**Prompt**
An exact copy of every record is needed, with all pictures omitted.

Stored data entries
┄┄┄┄┄┄┄┄┄┄┄┄┄┄┄┄┄┄┄┄

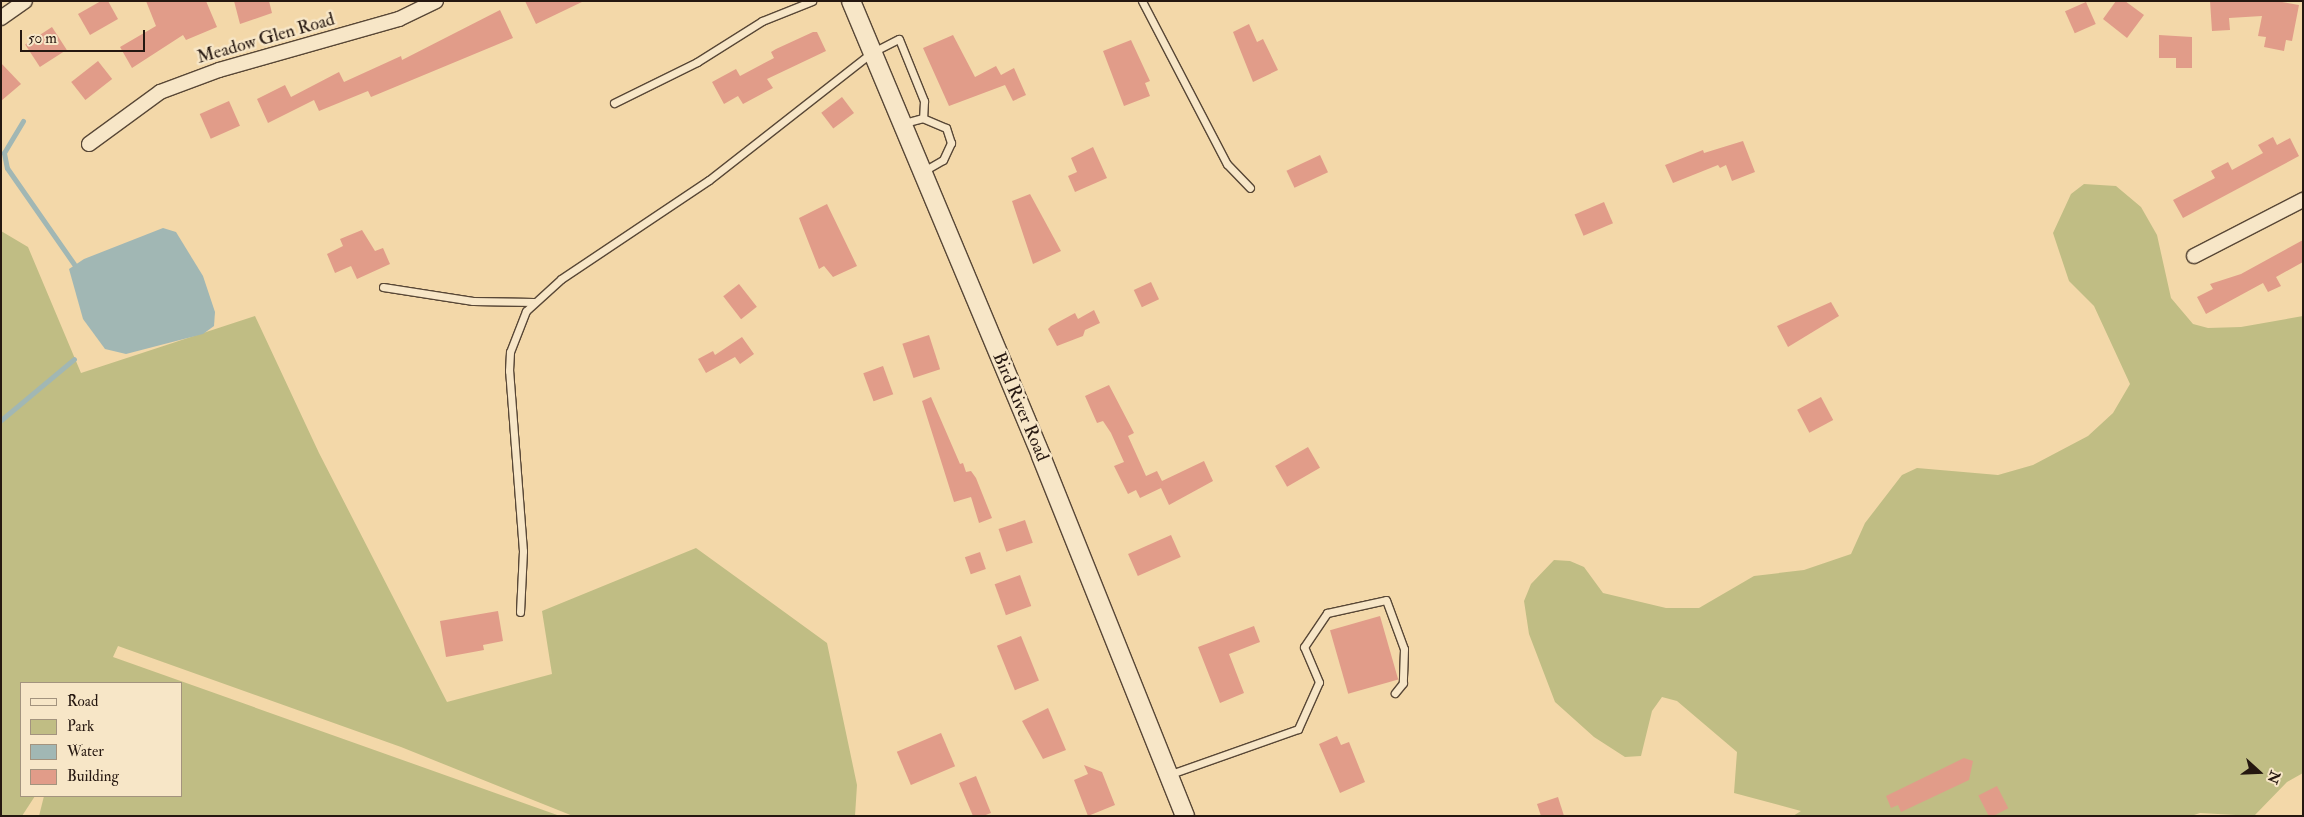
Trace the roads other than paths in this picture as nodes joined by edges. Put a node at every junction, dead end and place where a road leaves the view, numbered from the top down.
1 (25, 1) edge
2 (436, 1) edge
3 (812, 1) edge
4 (1142, 1) edge
5 (854, 2) edge
6 (1, 18) edge
7 (871, 53) junction
8 (614, 103) dead end
9 (923, 118) junction
10 (900, 124) junction
11 (89, 144) dead end
12 (920, 173) junction
13 (1250, 188) dead end
14 (2303, 200) edge
15 (2194, 256) dead end
16 (383, 287) dead end
17 (534, 302) junction
18 (520, 612) dead end
19 (1395, 693) dead end
20 (1168, 775) junction
21 (1184, 816) edge

1 - 6 street
2 - 11 street, Meadow Glen Road
3 - 8 lane
4 - 13 lane
5 - 7 street, Bird River Road
7 - 9 lane
7 - 10 street, Bird River Road
7 - 17 lane
9 - 10 lane
9 - 12 lane
10 - 12 street, Bird River Road
12 - 20 street, Bird River Road
14 - 15 street
16 - 17 lane
17 - 18 lane
19 - 20 lane
20 - 21 street, Bird River Road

┄┄┄┄┄┄┄┄┄┄┄┄┄┄┄┄┄┄┄┄

**Written response**
Trace the roads other than paths in this picture as nodes joined by edges. Put a node at every junction, dead end and place where a road leaves the view, numbered from the top down.
1 (25, 1) edge
2 (436, 1) edge
3 (812, 1) edge
4 (1142, 1) edge
5 (854, 2) edge
6 (1, 18) edge
7 (871, 53) junction
8 (614, 103) dead end
9 (923, 118) junction
10 (900, 124) junction
11 (89, 144) dead end
12 (920, 173) junction
13 (1250, 188) dead end
14 (2303, 200) edge
15 (2194, 256) dead end
16 (383, 287) dead end
17 (534, 302) junction
18 (520, 612) dead end
19 (1395, 693) dead end
20 (1168, 775) junction
21 (1184, 816) edge

1 - 6 street
2 - 11 street, Meadow Glen Road
3 - 8 lane
4 - 13 lane
5 - 7 street, Bird River Road
7 - 9 lane
7 - 10 street, Bird River Road
7 - 17 lane
9 - 10 lane
9 - 12 lane
10 - 12 street, Bird River Road
12 - 20 street, Bird River Road
14 - 15 street
16 - 17 lane
17 - 18 lane
19 - 20 lane
20 - 21 street, Bird River Road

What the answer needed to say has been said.